• [WHAT TO PRODUCE] When a record contains an image, skip the image and retype the rest of that record exactly.

Stored items
+--

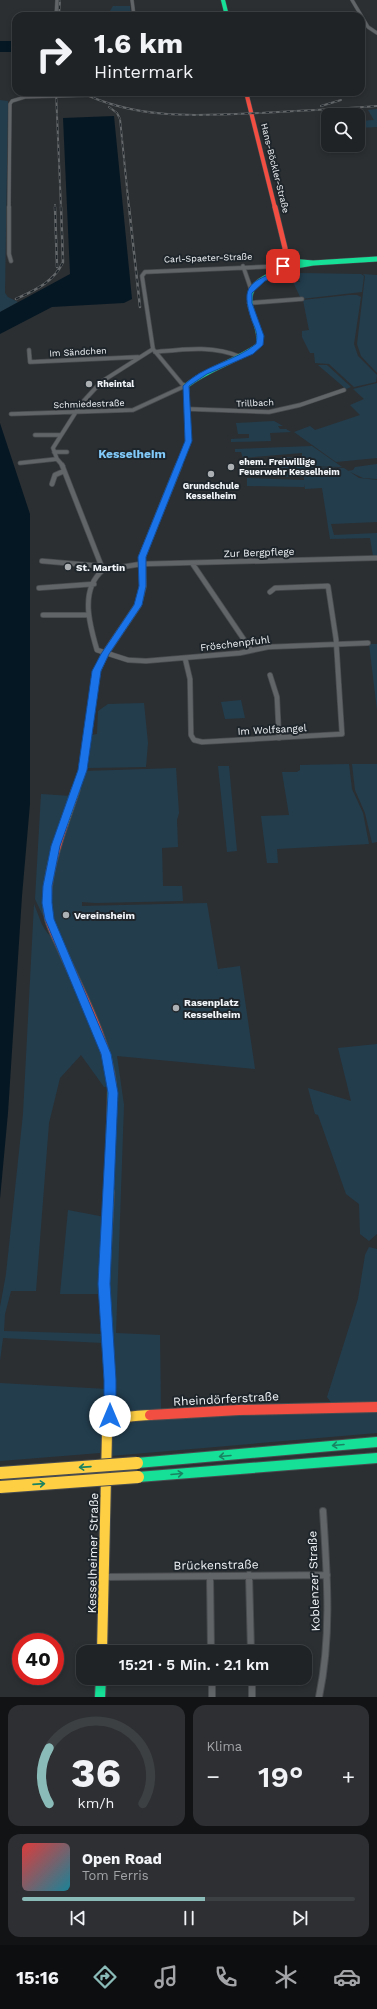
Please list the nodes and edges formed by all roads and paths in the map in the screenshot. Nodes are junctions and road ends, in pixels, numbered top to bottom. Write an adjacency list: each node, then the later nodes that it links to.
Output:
1 (57, 0): 5 (street)
2 (132, 0): 6 (street)
3 (223, 0): 7 (main road)
4 (352, 0): 8 (street)
5 (56, 12)
6 (134, 12)
7 (226, 12)
8 (359, 12)
9 (365, 23): 10 (street)
10 (377, 34)
11 (51, 96): 14 (street)
12 (247, 96): 15 (main road, Hans-Böckler-Straße)
13 (377, 259): 15 (main road, Carl-Spaeter-Straße)
14 (11, 261)
15 (290, 264): 16 (street, Carl-Spaeter-Straße); 17 (main road)
16 (243, 266): 17 (street); 21 (street, Carl-Spaeter-Straße)
17 (251, 289): 19 (main road)
18 (302, 299): 19 (street)
19 (249, 303): 23 (main road)
20 (29, 350): 22 (street, Im Sändchen)
21 (154, 350): 22 (street); 23 (street); 24 (street)
22 (139, 357): 27 (street)
23 (241, 357): 24 (main road)
24 (186, 386): 26 (main road); 27 (street, Schmiedestraße)
25 (344, 390): 26 (street, Trillbach)
26 (188, 409): 40 (main road)
27 (76, 412): 28 (street, Schmiedestraße); 30 (street)
28 (11, 414)
29 (35, 435): 30 (street)
30 (60, 435): 31 (street)
31 (54, 452): 32 (street); 33 (street)
32 (68, 452)
33 (57, 459): 34 (street); 35 (street)
34 (20, 463)
35 (64, 471): 36 (street); 41 (street)
36 (52, 484)
37 (377, 558): 39 (street, Zur Bergpflege)
38 (42, 561): 41 (street, Zur Bergpflege)
39 (192, 563): 40 (street, Zur Bergpflege); 49 (street)
40 (142, 564): 41 (street, Zur Bergpflege); 50 (main road)
41 (101, 568): 42 (street)
42 (94, 584): 43 (street); 46 (street)
43 (40, 588)
44 (270, 592): 48 (street)
45 (43, 615): 46 (street)
46 (88, 615): 50 (street)
47 (368, 643): 48 (street, Fröschenpfuhl)
48 (335, 644): 49 (street, Fröschenpfuhl); 53 (street, Im Wolfsangel)
49 (251, 650): 51 (street, Fröschenpfuhl)
50 (105, 654): 51 (street, Fröschenpfuhl); 55 (main road)
51 (185, 658): 53 (street, Im Wolfsangel)
52 (270, 675): 53 (street)
53 (279, 738)
54 (377, 1407): 55 (main road, Rheindörferstraße)
55 (112, 1423): 64 (main road, Kesselheimer Straße)
56 (377, 1442): 58 (main road, one-way to 58, bridge)
57 (377, 1458): 59 (main road, one-way to 57, bridge)
58 (0, 1473)
59 (0, 1487)
60 (323, 1511): 62 (street, Koblenzer Straße)
61 (249, 1575): 62 (street, Brückenstraße); 63 (street, Brückenstraße); 67 (street)
62 (327, 1575): 74 (street, Koblenzer Straße)
63 (210, 1576): 64 (street, Brückenstraße); 66 (street)
64 (104, 1577): 65 (main road, Kesselheimer Straße)
65 (102, 1645)
66 (211, 1645)
67 (251, 1645)
68 (101, 1685): 71 (main road)
69 (212, 1685): 72 (street)
70 (252, 1685): 73 (street)
71 (100, 1697)
72 (212, 1697)
73 (252, 1697)
74 (319, 1697)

+--

• [OUTPUT OF THE EXERCISE]
Please list the nodes and edges formed by all roads and paths in the map in the screenshot. Nodes are junctions and road ends, in pixels, numbered top to bottom. Write an adjacency list: each node, then the later nodes that it links to.
Output:
1 (57, 0): 5 (street)
2 (132, 0): 6 (street)
3 (223, 0): 7 (main road)
4 (352, 0): 8 (street)
5 (56, 12)
6 (134, 12)
7 (226, 12)
8 (359, 12)
9 (365, 23): 10 (street)
10 (377, 34)
11 (51, 96): 14 (street)
12 (247, 96): 15 (main road, Hans-Böckler-Straße)
13 (377, 259): 15 (main road, Carl-Spaeter-Straße)
14 (11, 261)
15 (290, 264): 16 (street, Carl-Spaeter-Straße); 17 (main road)
16 (243, 266): 17 (street); 21 (street, Carl-Spaeter-Straße)
17 (251, 289): 19 (main road)
18 (302, 299): 19 (street)
19 (249, 303): 23 (main road)
20 (29, 350): 22 (street, Im Sändchen)
21 (154, 350): 22 (street); 23 (street); 24 (street)
22 (139, 357): 27 (street)
23 (241, 357): 24 (main road)
24 (186, 386): 26 (main road); 27 (street, Schmiedestraße)
25 (344, 390): 26 (street, Trillbach)
26 (188, 409): 40 (main road)
27 (76, 412): 28 (street, Schmiedestraße); 30 (street)
28 (11, 414)
29 (35, 435): 30 (street)
30 (60, 435): 31 (street)
31 (54, 452): 32 (street); 33 (street)
32 (68, 452)
33 (57, 459): 34 (street); 35 (street)
34 (20, 463)
35 (64, 471): 36 (street); 41 (street)
36 (52, 484)
37 (377, 558): 39 (street, Zur Bergpflege)
38 (42, 561): 41 (street, Zur Bergpflege)
39 (192, 563): 40 (street, Zur Bergpflege); 49 (street)
40 (142, 564): 41 (street, Zur Bergpflege); 50 (main road)
41 (101, 568): 42 (street)
42 (94, 584): 43 (street); 46 (street)
43 (40, 588)
44 (270, 592): 48 (street)
45 (43, 615): 46 (street)
46 (88, 615): 50 (street)
47 (368, 643): 48 (street, Fröschenpfuhl)
48 (335, 644): 49 (street, Fröschenpfuhl); 53 (street, Im Wolfsangel)
49 (251, 650): 51 (street, Fröschenpfuhl)
50 (105, 654): 51 (street, Fröschenpfuhl); 55 (main road)
51 (185, 658): 53 (street, Im Wolfsangel)
52 (270, 675): 53 (street)
53 (279, 738)
54 (377, 1407): 55 (main road, Rheindörferstraße)
55 (112, 1423): 64 (main road, Kesselheimer Straße)
56 (377, 1442): 58 (main road, one-way to 58, bridge)
57 (377, 1458): 59 (main road, one-way to 57, bridge)
58 (0, 1473)
59 (0, 1487)
60 (323, 1511): 62 (street, Koblenzer Straße)
61 (249, 1575): 62 (street, Brückenstraße); 63 (street, Brückenstraße); 67 (street)
62 (327, 1575): 74 (street, Koblenzer Straße)
63 (210, 1576): 64 (street, Brückenstraße); 66 (street)
64 (104, 1577): 65 (main road, Kesselheimer Straße)
65 (102, 1645)
66 (211, 1645)
67 (251, 1645)
68 (101, 1685): 71 (main road)
69 (212, 1685): 72 (street)
70 (252, 1685): 73 (street)
71 (100, 1697)
72 (212, 1697)
73 (252, 1697)
74 (319, 1697)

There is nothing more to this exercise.